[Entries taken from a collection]
►

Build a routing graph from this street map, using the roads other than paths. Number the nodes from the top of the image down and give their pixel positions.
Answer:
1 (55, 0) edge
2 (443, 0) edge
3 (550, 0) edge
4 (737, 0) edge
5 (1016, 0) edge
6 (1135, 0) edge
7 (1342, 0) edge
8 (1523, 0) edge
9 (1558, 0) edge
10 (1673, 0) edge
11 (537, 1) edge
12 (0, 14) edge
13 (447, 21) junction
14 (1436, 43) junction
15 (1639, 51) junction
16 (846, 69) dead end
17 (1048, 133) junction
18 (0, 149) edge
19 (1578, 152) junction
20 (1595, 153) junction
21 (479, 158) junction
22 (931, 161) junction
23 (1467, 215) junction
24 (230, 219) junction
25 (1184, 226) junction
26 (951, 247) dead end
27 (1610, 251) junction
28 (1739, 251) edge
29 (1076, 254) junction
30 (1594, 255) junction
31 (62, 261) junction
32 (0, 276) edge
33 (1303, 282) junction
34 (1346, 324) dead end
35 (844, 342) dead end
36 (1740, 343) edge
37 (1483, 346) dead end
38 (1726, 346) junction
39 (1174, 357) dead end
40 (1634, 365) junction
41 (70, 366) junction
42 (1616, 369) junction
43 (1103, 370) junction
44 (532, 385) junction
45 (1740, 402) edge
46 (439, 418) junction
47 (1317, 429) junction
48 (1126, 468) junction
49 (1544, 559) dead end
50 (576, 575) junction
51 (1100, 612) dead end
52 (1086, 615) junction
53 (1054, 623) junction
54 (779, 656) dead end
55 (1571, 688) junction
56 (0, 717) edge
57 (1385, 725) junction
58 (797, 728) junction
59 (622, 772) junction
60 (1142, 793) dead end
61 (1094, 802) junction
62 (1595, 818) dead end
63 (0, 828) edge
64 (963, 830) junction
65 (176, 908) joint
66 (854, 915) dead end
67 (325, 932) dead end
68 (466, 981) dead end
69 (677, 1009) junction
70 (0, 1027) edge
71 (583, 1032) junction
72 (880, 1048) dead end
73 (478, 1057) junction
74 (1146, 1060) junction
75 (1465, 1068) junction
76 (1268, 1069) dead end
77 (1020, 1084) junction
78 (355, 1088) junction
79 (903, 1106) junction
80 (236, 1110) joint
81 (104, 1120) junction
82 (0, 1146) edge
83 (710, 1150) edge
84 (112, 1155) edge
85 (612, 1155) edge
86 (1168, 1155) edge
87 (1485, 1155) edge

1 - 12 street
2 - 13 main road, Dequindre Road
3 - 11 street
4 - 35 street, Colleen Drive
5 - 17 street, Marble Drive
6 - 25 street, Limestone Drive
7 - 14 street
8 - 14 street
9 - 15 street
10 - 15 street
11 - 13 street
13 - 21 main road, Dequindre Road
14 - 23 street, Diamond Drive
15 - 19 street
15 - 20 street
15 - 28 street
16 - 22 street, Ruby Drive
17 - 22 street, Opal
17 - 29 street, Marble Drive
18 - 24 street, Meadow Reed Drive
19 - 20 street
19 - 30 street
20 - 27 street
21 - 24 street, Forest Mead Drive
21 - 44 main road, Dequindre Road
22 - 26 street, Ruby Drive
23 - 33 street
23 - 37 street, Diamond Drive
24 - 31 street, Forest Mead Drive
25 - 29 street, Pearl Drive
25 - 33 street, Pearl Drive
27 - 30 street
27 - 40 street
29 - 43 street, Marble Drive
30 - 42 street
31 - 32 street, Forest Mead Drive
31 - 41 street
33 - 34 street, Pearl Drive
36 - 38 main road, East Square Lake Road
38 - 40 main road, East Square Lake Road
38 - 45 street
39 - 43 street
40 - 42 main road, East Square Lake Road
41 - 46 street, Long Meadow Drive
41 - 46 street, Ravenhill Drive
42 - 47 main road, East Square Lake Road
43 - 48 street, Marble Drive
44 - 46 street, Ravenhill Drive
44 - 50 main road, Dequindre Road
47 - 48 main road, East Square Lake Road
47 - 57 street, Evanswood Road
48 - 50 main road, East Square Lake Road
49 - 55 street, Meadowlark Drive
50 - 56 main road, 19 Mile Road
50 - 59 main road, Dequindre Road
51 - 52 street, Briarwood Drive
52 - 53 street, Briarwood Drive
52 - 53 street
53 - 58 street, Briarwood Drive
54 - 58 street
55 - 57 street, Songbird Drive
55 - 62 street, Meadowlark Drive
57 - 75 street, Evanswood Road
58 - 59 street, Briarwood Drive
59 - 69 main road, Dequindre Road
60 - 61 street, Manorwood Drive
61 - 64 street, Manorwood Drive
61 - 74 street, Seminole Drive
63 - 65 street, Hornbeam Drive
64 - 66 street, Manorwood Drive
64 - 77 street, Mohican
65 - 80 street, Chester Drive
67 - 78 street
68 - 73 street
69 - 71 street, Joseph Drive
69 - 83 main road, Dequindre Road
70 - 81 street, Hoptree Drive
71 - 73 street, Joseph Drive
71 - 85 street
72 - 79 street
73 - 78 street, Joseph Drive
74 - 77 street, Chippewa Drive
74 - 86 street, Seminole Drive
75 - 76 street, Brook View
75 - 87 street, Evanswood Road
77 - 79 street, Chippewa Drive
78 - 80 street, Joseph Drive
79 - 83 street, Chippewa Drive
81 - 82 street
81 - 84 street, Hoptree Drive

◄

> _Goal of the exercise_: The entries above should be copied out exactly, with none left out.

> _Finished task_:
Build a routing graph from this street map, using the roads other than paths. Number the nodes from the top of the image down and give their pixel positions.
Answer:
1 (55, 0) edge
2 (443, 0) edge
3 (550, 0) edge
4 (737, 0) edge
5 (1016, 0) edge
6 (1135, 0) edge
7 (1342, 0) edge
8 (1523, 0) edge
9 (1558, 0) edge
10 (1673, 0) edge
11 (537, 1) edge
12 (0, 14) edge
13 (447, 21) junction
14 (1436, 43) junction
15 (1639, 51) junction
16 (846, 69) dead end
17 (1048, 133) junction
18 (0, 149) edge
19 (1578, 152) junction
20 (1595, 153) junction
21 (479, 158) junction
22 (931, 161) junction
23 (1467, 215) junction
24 (230, 219) junction
25 (1184, 226) junction
26 (951, 247) dead end
27 (1610, 251) junction
28 (1739, 251) edge
29 (1076, 254) junction
30 (1594, 255) junction
31 (62, 261) junction
32 (0, 276) edge
33 (1303, 282) junction
34 (1346, 324) dead end
35 (844, 342) dead end
36 (1740, 343) edge
37 (1483, 346) dead end
38 (1726, 346) junction
39 (1174, 357) dead end
40 (1634, 365) junction
41 (70, 366) junction
42 (1616, 369) junction
43 (1103, 370) junction
44 (532, 385) junction
45 (1740, 402) edge
46 (439, 418) junction
47 (1317, 429) junction
48 (1126, 468) junction
49 (1544, 559) dead end
50 (576, 575) junction
51 (1100, 612) dead end
52 (1086, 615) junction
53 (1054, 623) junction
54 (779, 656) dead end
55 (1571, 688) junction
56 (0, 717) edge
57 (1385, 725) junction
58 (797, 728) junction
59 (622, 772) junction
60 (1142, 793) dead end
61 (1094, 802) junction
62 (1595, 818) dead end
63 (0, 828) edge
64 (963, 830) junction
65 (176, 908) joint
66 (854, 915) dead end
67 (325, 932) dead end
68 (466, 981) dead end
69 (677, 1009) junction
70 (0, 1027) edge
71 (583, 1032) junction
72 (880, 1048) dead end
73 (478, 1057) junction
74 (1146, 1060) junction
75 (1465, 1068) junction
76 (1268, 1069) dead end
77 (1020, 1084) junction
78 (355, 1088) junction
79 (903, 1106) junction
80 (236, 1110) joint
81 (104, 1120) junction
82 (0, 1146) edge
83 (710, 1150) edge
84 (112, 1155) edge
85 (612, 1155) edge
86 (1168, 1155) edge
87 (1485, 1155) edge

1 - 12 street
2 - 13 main road, Dequindre Road
3 - 11 street
4 - 35 street, Colleen Drive
5 - 17 street, Marble Drive
6 - 25 street, Limestone Drive
7 - 14 street
8 - 14 street
9 - 15 street
10 - 15 street
11 - 13 street
13 - 21 main road, Dequindre Road
14 - 23 street, Diamond Drive
15 - 19 street
15 - 20 street
15 - 28 street
16 - 22 street, Ruby Drive
17 - 22 street, Opal
17 - 29 street, Marble Drive
18 - 24 street, Meadow Reed Drive
19 - 20 street
19 - 30 street
20 - 27 street
21 - 24 street, Forest Mead Drive
21 - 44 main road, Dequindre Road
22 - 26 street, Ruby Drive
23 - 33 street
23 - 37 street, Diamond Drive
24 - 31 street, Forest Mead Drive
25 - 29 street, Pearl Drive
25 - 33 street, Pearl Drive
27 - 30 street
27 - 40 street
29 - 43 street, Marble Drive
30 - 42 street
31 - 32 street, Forest Mead Drive
31 - 41 street
33 - 34 street, Pearl Drive
36 - 38 main road, East Square Lake Road
38 - 40 main road, East Square Lake Road
38 - 45 street
39 - 43 street
40 - 42 main road, East Square Lake Road
41 - 46 street, Long Meadow Drive
41 - 46 street, Ravenhill Drive
42 - 47 main road, East Square Lake Road
43 - 48 street, Marble Drive
44 - 46 street, Ravenhill Drive
44 - 50 main road, Dequindre Road
47 - 48 main road, East Square Lake Road
47 - 57 street, Evanswood Road
48 - 50 main road, East Square Lake Road
49 - 55 street, Meadowlark Drive
50 - 56 main road, 19 Mile Road
50 - 59 main road, Dequindre Road
51 - 52 street, Briarwood Drive
52 - 53 street, Briarwood Drive
52 - 53 street
53 - 58 street, Briarwood Drive
54 - 58 street
55 - 57 street, Songbird Drive
55 - 62 street, Meadowlark Drive
57 - 75 street, Evanswood Road
58 - 59 street, Briarwood Drive
59 - 69 main road, Dequindre Road
60 - 61 street, Manorwood Drive
61 - 64 street, Manorwood Drive
61 - 74 street, Seminole Drive
63 - 65 street, Hornbeam Drive
64 - 66 street, Manorwood Drive
64 - 77 street, Mohican
65 - 80 street, Chester Drive
67 - 78 street
68 - 73 street
69 - 71 street, Joseph Drive
69 - 83 main road, Dequindre Road
70 - 81 street, Hoptree Drive
71 - 73 street, Joseph Drive
71 - 85 street
72 - 79 street
73 - 78 street, Joseph Drive
74 - 77 street, Chippewa Drive
74 - 86 street, Seminole Drive
75 - 76 street, Brook View
75 - 87 street, Evanswood Road
77 - 79 street, Chippewa Drive
78 - 80 street, Joseph Drive
79 - 83 street, Chippewa Drive
81 - 82 street
81 - 84 street, Hoptree Drive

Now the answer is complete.